Capítulo 4
MURALHA NARRANDO 🪨
O cheiro de pólvora já tinha se impregnado nos pulmões, queimando por dentro, como se eu respirasse fogo. Meus olhos ardiam da fumaça, mas eu não desviava o olhar. Cada viela, cada telhado, cada sombra… tudo precisava passar pelo meu radar.
As balas ainda zuniam pelos becos, mas com menos intensidade. Era o som da resistência deles vacilando. A nossa ofensiva estava funcionando. Os grupos da polícia começaram a se dispersar, desorganizados, sem apoio aéreo depois que conseguimos danificar o helicóptero com um disparo certeiro no motor de cauda. O bicho quase caiu na laje do Bar do Seu Dico. Desde então, estavam só com viatura e blindado e mesmo os blindados estavam sendo forçados a recuar por falta de rota segura.
Vi o corpo do Neguinho estendido no chão da Viela Três. Tinha só dezenove anos. Um dos melhores atiradores do nosso bonde. Tinha um olho que parecia régua o que ele mirava, ele derrubava. Mas não deu tempo de mirar hoje. Um sniper levou ele quando ia cobrir a retaguarda.
Me ajoelhei ao lado do corpo dele. A bala atravessou o pescoço.
— Foi rápido, irmão.— murmurei, fechando os olhos dele com a mão enluvada. — Vai em paz.

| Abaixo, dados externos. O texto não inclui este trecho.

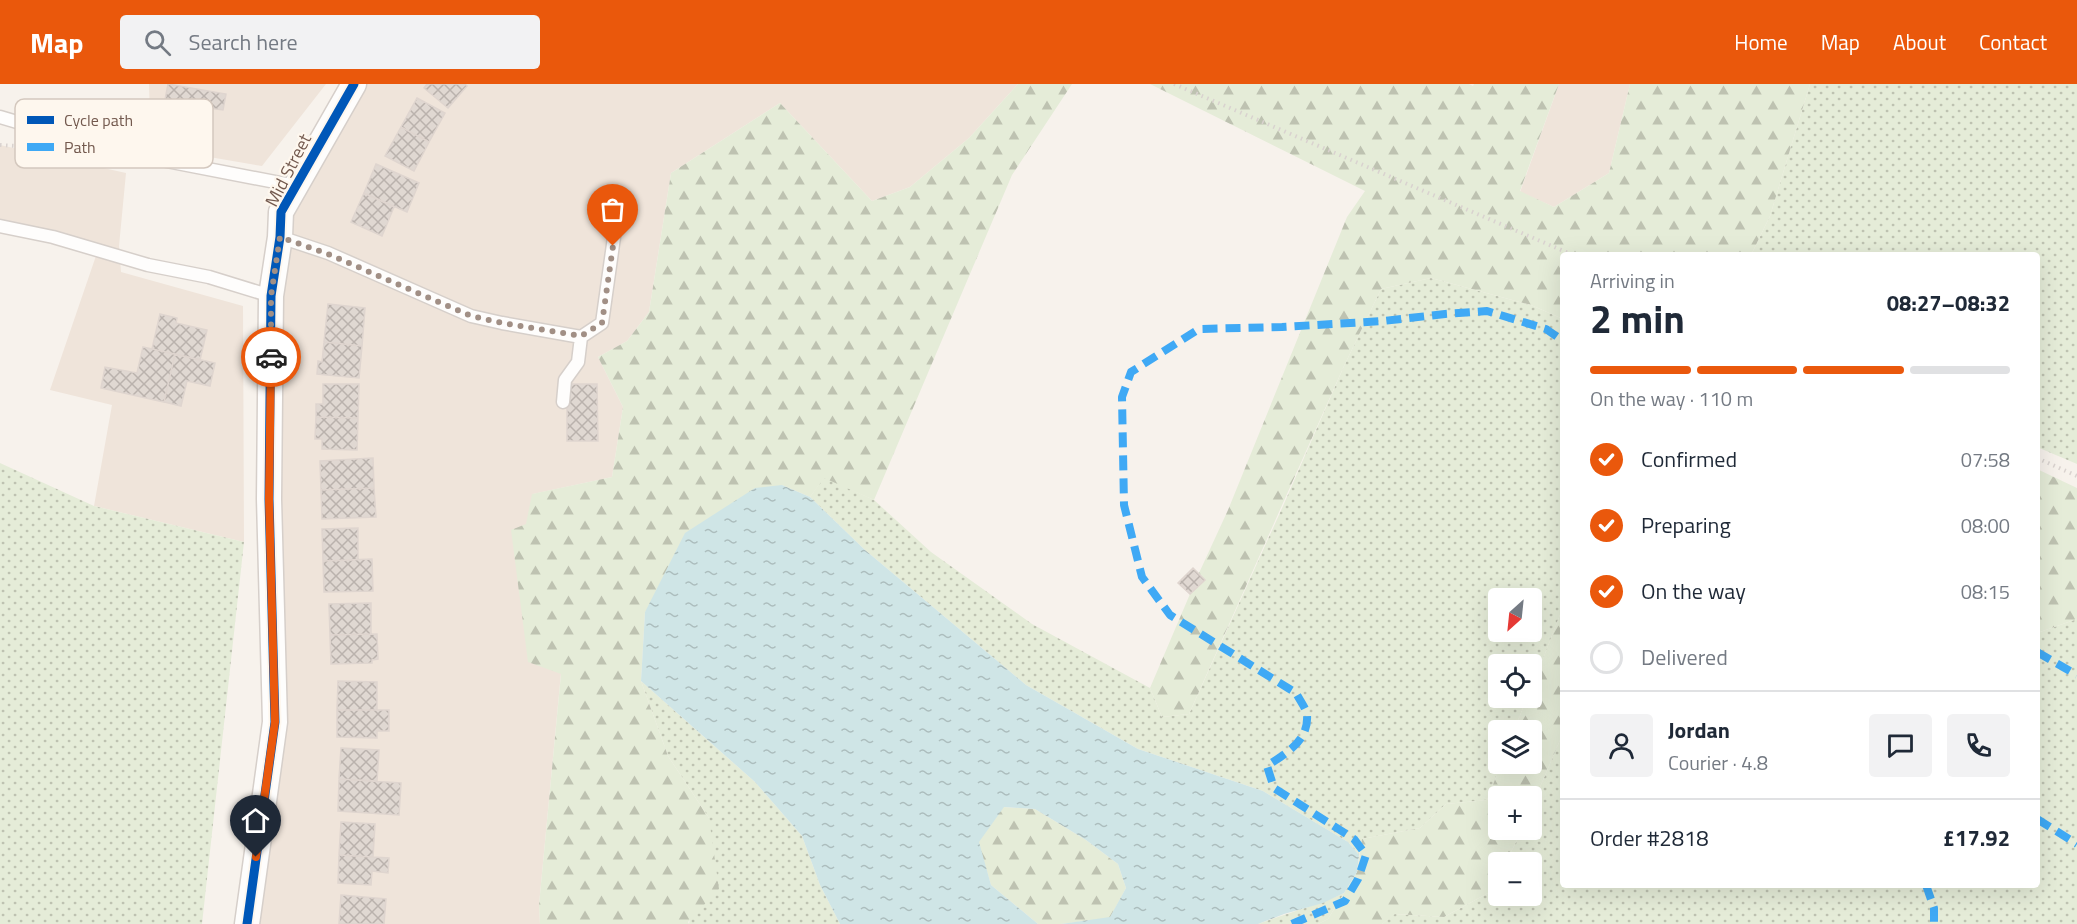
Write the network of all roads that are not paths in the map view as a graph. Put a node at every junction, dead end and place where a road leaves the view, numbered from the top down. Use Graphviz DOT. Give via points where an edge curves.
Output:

Levantei de novo, coração acelerado, mas alma endurecida. Não dava tempo de sofrer agora. Quem para pra chorar no meio da guerra, morre chorando.
O rádio estalou na minha cintura. Era Tevinho, com a voz ofegante
— Chefe… base da Caverna tá segura. Eles recuaram do beco da lavanderia. Tão voltando em direção ao caveirão.
— Mantém dois lá de guarda. Os outros seguem comigo pela subida do reservatório.
— Entendido.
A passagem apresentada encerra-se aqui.